# Prompt:
Return verbatim the portion of the material below that starts at the line containing "M836,382l10,23 14,8 6,6 7,1" and ends at its last line.

# Input records:
________________________________________
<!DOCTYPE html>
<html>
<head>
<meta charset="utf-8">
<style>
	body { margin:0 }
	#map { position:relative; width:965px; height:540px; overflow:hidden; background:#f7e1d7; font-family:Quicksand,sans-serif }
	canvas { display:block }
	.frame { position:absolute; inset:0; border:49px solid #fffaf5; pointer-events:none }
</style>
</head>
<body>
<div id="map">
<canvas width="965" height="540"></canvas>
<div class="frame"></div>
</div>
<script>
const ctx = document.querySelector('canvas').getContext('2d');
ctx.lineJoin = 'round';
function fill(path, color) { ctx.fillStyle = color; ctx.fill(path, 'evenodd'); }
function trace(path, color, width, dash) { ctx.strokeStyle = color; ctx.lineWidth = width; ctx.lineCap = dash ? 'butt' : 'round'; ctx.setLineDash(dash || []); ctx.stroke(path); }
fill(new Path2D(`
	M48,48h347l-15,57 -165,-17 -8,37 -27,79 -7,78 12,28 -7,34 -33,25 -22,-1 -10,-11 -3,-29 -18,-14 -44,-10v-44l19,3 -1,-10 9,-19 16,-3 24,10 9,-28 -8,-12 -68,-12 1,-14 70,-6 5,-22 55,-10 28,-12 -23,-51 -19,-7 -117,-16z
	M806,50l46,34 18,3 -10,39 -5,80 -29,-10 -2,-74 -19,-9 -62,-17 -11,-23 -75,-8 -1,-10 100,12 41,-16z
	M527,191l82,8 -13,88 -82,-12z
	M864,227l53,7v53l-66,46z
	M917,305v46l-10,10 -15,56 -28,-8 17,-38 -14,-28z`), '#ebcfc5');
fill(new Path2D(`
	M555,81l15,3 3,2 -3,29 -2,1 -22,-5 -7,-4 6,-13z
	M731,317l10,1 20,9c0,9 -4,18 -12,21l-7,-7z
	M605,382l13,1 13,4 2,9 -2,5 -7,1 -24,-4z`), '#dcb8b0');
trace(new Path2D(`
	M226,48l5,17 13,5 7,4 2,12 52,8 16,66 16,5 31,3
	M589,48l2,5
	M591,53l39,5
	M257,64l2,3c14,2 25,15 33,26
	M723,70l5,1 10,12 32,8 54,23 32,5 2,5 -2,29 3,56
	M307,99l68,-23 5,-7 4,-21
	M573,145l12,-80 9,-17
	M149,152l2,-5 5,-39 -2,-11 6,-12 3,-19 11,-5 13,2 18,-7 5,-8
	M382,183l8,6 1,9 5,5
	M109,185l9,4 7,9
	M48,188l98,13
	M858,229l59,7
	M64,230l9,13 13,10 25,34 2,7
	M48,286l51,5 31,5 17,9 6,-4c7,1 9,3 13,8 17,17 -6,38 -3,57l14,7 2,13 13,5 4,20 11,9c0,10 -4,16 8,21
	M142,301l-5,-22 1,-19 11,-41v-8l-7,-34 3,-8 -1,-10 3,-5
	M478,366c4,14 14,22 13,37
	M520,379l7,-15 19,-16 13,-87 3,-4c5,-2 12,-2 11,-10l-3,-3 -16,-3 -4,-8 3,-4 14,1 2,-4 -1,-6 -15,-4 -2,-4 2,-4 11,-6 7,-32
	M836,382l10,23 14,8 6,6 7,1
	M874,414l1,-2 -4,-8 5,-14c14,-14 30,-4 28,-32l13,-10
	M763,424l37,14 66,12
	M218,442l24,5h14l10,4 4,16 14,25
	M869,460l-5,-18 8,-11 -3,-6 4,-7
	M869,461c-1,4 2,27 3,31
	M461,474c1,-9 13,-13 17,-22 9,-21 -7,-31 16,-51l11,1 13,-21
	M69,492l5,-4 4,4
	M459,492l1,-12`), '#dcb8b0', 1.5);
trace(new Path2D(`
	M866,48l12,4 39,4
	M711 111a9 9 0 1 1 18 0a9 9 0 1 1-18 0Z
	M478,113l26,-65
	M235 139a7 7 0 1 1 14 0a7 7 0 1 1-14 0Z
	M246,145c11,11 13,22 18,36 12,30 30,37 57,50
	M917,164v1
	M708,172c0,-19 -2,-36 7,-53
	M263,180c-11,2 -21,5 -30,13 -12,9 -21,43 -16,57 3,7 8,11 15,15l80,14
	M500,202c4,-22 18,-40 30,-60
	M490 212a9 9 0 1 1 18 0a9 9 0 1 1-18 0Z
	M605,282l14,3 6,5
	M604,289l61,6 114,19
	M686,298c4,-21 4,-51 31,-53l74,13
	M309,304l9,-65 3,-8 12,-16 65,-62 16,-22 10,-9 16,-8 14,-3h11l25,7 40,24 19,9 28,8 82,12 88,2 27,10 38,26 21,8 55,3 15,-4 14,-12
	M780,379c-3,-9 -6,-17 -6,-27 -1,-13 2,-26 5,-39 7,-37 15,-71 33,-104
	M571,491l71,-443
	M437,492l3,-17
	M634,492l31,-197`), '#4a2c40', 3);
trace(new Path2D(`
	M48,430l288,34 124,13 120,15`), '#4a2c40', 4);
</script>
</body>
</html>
________________________________________
# Task response:
	M836,382l10,23 14,8 6,6 7,1
	M874,414l1,-2 -4,-8 5,-14c14,-14 30,-4 28,-32l13,-10
	M763,424l37,14 66,12
	M218,442l24,5h14l10,4 4,16 14,25
	M869,460l-5,-18 8,-11 -3,-6 4,-7
	M869,461c-1,4 2,27 3,31
	M461,474c1,-9 13,-13 17,-22 9,-21 -7,-31 16,-51l11,1 13,-21
	M69,492l5,-4 4,4
	M459,492l1,-12`), '#dcb8b0', 1.5);
trace(new Path2D(`
	M866,48l12,4 39,4
	M711 111a9 9 0 1 1 18 0a9 9 0 1 1-18 0Z
	M478,113l26,-65
	M235 139a7 7 0 1 1 14 0a7 7 0 1 1-14 0Z
	M246,145c11,11 13,22 18,36 12,30 30,37 57,50
	M917,164v1
	M708,172c0,-19 -2,-36 7,-53
	M263,180c-11,2 -21,5 -30,13 -12,9 -21,43 -16,57 3,7 8,11 15,15l80,14
	M500,202c4,-22 18,-40 30,-60
	M490 212a9 9 0 1 1 18 0a9 9 0 1 1-18 0Z
	M605,282l14,3 6,5
	M604,289l61,6 114,19
	M686,298c4,-21 4,-51 31,-53l74,13
	M309,304l9,-65 3,-8 12,-16 65,-62 16,-22 10,-9 16,-8 14,-3h11l25,7 40,24 19,9 28,8 82,12 88,2 27,10 38,26 21,8 55,3 15,-4 14,-12
	M780,379c-3,-9 -6,-17 -6,-27 -1,-13 2,-26 5,-39 7,-37 15,-71 33,-104
	M571,491l71,-443
	M437,492l3,-17
	M634,492l31,-197`), '#4a2c40', 3);
trace(new Path2D(`
	M48,430l288,34 124,13 120,15`), '#4a2c40', 4);
</script>
</body>
</html>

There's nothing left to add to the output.